Segment Start: GIVEN DATA

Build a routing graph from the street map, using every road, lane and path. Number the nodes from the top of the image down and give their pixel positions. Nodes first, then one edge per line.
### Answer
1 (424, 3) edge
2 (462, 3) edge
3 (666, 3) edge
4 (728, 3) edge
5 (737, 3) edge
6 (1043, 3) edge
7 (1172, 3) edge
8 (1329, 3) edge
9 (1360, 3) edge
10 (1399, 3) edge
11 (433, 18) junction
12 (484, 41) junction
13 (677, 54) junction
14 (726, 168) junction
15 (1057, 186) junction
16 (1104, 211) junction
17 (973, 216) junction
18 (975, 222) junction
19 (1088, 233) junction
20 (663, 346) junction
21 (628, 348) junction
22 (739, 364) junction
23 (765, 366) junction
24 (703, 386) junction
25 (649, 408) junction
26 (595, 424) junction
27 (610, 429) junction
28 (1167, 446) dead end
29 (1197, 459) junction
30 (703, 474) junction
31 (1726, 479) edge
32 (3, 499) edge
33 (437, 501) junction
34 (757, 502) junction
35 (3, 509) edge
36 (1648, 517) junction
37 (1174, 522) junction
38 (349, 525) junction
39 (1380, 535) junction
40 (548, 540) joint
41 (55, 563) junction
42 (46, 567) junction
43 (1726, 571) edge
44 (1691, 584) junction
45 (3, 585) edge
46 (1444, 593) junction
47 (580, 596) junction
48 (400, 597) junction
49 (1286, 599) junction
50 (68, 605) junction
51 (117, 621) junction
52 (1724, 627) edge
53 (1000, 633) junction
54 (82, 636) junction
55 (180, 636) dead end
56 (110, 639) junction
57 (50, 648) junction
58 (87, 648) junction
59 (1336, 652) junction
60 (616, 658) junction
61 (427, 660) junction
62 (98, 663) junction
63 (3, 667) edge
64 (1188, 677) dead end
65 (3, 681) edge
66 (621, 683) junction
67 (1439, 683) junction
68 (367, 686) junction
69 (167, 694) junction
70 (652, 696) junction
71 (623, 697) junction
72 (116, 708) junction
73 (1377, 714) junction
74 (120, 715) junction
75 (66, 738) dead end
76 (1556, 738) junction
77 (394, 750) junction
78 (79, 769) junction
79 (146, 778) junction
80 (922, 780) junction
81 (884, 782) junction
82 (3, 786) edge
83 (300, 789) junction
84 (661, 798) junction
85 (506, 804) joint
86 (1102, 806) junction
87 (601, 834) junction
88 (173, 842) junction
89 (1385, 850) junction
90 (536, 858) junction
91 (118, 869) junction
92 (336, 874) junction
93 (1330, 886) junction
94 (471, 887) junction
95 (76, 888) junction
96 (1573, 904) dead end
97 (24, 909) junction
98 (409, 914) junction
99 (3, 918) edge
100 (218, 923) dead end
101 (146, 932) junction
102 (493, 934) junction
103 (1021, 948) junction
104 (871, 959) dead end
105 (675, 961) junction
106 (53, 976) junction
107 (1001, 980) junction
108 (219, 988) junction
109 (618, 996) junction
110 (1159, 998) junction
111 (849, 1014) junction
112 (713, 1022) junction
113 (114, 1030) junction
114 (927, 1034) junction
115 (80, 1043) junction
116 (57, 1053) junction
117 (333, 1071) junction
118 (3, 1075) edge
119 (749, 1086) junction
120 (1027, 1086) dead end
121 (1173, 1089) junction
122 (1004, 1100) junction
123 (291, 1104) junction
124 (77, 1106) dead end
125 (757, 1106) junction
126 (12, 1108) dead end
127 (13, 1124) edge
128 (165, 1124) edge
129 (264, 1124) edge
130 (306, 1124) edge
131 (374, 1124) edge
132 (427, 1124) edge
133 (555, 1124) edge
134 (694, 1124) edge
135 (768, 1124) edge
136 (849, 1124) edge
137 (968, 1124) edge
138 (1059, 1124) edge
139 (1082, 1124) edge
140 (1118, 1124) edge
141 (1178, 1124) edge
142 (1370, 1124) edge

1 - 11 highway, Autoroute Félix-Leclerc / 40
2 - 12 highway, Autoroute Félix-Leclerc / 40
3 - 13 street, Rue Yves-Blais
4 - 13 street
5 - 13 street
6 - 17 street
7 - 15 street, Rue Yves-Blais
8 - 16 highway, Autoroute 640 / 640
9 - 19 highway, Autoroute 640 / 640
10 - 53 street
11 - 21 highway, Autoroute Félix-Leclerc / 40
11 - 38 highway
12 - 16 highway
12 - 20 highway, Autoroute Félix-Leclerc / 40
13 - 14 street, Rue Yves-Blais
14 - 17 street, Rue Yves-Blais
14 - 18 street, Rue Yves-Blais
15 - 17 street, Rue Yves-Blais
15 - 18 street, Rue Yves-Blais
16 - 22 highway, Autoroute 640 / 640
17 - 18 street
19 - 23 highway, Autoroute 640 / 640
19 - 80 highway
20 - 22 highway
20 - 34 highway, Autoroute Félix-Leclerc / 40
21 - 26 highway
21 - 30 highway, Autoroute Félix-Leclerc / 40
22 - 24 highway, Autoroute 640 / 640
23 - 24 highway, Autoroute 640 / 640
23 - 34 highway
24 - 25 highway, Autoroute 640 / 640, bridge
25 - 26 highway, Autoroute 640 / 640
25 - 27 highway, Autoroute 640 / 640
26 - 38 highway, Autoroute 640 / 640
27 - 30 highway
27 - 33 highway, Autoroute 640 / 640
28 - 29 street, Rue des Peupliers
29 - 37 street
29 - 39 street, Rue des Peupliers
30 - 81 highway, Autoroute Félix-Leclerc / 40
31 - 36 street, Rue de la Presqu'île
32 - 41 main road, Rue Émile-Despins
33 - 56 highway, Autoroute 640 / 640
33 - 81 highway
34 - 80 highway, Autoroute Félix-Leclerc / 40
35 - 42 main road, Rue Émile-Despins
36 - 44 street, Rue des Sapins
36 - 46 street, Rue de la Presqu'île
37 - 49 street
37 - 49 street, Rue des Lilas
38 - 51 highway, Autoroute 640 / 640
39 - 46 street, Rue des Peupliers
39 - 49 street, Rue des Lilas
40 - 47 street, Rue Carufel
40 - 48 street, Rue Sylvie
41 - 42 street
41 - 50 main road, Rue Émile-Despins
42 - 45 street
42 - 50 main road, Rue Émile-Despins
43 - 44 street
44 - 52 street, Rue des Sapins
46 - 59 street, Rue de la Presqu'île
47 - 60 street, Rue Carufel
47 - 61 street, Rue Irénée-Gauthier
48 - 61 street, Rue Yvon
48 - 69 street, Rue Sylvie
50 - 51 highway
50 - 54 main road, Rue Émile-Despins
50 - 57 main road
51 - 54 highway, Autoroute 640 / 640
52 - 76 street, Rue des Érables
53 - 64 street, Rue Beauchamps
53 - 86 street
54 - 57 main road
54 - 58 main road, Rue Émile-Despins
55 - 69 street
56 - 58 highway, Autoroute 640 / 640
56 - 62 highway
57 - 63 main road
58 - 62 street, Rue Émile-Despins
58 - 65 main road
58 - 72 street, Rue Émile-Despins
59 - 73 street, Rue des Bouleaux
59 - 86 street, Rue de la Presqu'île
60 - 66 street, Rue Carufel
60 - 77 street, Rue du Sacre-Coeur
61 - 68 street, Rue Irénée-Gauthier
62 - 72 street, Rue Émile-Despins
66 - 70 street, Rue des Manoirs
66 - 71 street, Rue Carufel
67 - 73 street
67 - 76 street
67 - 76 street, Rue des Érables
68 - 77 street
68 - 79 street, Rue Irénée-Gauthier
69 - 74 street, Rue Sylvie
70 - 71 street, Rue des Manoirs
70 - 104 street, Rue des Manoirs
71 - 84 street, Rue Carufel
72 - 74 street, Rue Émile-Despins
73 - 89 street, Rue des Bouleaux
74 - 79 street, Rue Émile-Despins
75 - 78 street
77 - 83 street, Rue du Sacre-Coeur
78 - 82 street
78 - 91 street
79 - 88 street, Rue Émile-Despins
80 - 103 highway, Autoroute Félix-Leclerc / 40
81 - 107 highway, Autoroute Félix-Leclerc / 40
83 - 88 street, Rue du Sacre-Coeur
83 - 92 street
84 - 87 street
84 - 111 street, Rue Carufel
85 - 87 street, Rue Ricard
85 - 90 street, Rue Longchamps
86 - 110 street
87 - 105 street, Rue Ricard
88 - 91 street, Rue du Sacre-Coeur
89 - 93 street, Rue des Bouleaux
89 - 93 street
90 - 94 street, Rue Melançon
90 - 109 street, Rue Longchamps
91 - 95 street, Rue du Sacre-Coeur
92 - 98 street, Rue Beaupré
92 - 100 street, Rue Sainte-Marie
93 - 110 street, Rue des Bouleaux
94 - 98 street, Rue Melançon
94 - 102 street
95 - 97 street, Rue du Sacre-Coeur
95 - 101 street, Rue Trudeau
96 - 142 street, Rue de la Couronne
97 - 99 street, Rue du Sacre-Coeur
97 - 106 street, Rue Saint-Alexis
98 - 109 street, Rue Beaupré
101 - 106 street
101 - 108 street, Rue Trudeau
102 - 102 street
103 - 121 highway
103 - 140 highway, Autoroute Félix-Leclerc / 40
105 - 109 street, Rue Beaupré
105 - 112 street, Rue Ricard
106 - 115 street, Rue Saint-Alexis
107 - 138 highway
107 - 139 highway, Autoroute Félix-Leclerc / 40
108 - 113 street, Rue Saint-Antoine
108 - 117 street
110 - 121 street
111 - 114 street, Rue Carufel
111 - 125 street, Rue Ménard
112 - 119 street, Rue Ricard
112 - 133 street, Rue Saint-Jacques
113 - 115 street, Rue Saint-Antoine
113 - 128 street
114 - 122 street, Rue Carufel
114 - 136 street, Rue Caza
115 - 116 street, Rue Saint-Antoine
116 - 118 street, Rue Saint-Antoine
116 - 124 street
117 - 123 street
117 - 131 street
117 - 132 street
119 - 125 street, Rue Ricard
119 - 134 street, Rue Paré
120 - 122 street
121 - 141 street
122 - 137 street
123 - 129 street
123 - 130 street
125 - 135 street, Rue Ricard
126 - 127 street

Segment End: GIVEN DATA

WHAT IS BEING ASKED: Working through the records, copy each line in which the word "Gauthier" appears.

SOLUTION:
47 - 61 street, Rue Irénée-Gauthier
61 - 68 street, Rue Irénée-Gauthier
68 - 79 street, Rue Irénée-Gauthier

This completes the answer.